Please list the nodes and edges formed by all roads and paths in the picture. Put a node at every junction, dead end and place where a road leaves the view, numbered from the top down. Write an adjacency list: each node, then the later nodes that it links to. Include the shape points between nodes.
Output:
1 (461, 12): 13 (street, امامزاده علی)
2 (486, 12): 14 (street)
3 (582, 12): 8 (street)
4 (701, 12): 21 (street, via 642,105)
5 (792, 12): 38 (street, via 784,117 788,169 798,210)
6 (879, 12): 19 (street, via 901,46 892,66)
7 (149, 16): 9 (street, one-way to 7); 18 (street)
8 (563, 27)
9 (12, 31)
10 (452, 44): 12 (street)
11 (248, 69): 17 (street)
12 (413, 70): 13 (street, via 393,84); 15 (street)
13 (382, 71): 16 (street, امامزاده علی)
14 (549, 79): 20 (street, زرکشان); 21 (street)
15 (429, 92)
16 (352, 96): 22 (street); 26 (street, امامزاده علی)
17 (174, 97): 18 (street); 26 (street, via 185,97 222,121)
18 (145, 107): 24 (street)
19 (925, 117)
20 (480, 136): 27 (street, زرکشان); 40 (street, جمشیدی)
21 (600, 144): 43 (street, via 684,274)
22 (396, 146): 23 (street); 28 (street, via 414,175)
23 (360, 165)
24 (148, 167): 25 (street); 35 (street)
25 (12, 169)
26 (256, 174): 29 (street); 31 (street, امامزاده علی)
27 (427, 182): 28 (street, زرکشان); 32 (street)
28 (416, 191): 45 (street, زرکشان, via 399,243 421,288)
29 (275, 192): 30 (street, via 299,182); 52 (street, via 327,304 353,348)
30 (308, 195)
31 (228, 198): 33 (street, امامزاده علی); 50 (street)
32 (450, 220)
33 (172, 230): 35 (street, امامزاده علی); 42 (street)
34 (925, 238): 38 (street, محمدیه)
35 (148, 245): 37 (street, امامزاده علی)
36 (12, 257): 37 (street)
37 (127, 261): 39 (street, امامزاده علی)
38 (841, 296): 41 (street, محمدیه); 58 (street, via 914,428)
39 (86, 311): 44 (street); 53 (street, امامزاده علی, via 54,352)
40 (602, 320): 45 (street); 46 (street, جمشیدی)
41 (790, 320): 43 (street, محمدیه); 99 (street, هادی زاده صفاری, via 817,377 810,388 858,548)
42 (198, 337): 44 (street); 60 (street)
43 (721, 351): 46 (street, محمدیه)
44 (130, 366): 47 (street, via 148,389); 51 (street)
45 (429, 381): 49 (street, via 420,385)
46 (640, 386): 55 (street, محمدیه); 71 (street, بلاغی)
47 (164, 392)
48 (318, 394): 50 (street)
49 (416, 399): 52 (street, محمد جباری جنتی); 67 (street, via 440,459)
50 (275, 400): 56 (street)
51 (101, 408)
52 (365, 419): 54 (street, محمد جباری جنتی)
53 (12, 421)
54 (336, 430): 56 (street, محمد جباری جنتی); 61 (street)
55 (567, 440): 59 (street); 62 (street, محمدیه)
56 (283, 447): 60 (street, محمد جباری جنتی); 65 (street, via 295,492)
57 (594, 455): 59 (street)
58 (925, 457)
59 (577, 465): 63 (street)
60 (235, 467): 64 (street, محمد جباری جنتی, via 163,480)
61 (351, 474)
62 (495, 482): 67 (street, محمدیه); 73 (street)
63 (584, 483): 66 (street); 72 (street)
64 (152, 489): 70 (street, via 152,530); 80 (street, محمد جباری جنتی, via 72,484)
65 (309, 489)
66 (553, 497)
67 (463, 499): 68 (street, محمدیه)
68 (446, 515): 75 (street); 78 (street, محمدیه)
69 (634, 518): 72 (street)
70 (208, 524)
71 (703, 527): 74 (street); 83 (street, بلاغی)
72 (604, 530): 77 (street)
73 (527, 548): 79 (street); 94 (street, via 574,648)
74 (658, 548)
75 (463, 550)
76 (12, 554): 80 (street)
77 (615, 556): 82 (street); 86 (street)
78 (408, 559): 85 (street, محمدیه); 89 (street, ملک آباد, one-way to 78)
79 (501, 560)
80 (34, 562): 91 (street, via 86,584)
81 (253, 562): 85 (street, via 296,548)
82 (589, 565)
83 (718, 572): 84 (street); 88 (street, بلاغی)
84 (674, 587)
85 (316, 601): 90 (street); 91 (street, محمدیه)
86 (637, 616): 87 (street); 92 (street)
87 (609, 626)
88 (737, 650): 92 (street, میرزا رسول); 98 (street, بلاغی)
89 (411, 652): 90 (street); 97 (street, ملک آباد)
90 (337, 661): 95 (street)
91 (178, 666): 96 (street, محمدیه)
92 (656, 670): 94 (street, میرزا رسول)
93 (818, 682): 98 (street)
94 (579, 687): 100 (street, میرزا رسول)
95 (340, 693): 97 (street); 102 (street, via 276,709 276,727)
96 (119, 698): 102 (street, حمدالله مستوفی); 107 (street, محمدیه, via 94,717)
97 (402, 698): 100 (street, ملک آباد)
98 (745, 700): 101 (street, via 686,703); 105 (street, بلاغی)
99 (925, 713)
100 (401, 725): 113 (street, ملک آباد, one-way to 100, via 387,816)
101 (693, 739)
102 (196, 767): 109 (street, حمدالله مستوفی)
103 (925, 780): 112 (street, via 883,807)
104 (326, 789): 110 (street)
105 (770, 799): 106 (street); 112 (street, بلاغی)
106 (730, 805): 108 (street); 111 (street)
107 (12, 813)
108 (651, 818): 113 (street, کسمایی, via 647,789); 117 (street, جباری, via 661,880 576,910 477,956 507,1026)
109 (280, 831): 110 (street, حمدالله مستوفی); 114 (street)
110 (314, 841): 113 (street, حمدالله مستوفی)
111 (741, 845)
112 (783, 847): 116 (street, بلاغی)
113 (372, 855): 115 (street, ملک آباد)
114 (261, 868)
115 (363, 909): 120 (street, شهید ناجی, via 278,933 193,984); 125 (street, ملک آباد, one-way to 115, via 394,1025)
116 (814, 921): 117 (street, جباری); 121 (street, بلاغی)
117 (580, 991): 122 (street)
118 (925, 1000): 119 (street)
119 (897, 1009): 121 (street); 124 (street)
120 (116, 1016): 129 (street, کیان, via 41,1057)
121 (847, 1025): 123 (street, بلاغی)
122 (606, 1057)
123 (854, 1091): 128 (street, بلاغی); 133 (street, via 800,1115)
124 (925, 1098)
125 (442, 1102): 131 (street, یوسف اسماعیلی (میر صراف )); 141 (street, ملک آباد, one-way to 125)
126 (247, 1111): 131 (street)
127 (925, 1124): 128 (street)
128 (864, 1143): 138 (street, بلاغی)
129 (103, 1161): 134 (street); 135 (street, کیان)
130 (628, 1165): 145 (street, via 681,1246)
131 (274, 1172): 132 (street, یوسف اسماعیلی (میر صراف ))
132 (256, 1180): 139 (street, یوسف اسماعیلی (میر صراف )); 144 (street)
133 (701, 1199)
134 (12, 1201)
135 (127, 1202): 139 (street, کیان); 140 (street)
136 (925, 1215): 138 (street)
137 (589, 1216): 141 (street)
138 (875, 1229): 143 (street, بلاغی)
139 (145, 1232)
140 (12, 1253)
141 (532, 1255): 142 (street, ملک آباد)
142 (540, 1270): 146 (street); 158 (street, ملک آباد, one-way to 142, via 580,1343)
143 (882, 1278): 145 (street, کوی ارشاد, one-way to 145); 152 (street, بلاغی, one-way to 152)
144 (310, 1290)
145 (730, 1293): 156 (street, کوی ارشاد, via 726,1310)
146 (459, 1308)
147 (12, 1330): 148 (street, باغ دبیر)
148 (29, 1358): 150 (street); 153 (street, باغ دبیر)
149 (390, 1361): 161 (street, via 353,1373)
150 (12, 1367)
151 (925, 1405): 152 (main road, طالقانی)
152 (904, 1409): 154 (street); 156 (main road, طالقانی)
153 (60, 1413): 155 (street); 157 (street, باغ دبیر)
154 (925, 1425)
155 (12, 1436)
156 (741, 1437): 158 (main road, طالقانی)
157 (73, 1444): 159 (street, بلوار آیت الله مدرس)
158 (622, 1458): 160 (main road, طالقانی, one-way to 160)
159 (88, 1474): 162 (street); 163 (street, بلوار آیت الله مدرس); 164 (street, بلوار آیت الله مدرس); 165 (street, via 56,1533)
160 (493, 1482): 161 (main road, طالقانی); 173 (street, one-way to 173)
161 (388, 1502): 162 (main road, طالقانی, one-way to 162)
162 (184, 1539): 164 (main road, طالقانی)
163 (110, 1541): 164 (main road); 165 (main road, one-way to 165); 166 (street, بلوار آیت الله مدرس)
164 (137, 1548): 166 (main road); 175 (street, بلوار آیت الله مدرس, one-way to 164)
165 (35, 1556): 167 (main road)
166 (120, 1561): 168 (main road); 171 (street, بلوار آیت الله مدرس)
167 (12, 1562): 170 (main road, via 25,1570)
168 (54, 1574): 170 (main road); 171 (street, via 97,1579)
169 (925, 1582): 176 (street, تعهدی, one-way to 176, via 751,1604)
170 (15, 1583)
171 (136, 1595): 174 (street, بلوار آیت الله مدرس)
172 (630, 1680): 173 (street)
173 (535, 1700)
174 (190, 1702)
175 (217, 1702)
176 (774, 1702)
= = = = =
▸ PROBLEM DESCRIPTION: Search the material for the word "میرزا" and copy every matching line.

▸ ANSWER TO THIS PROBLEM:
88 (737, 650): 92 (street, میرزا رسول); 98 (street, بلاغی)
92 (656, 670): 94 (street, میرزا رسول)
94 (579, 687): 100 (street, میرزا رسول)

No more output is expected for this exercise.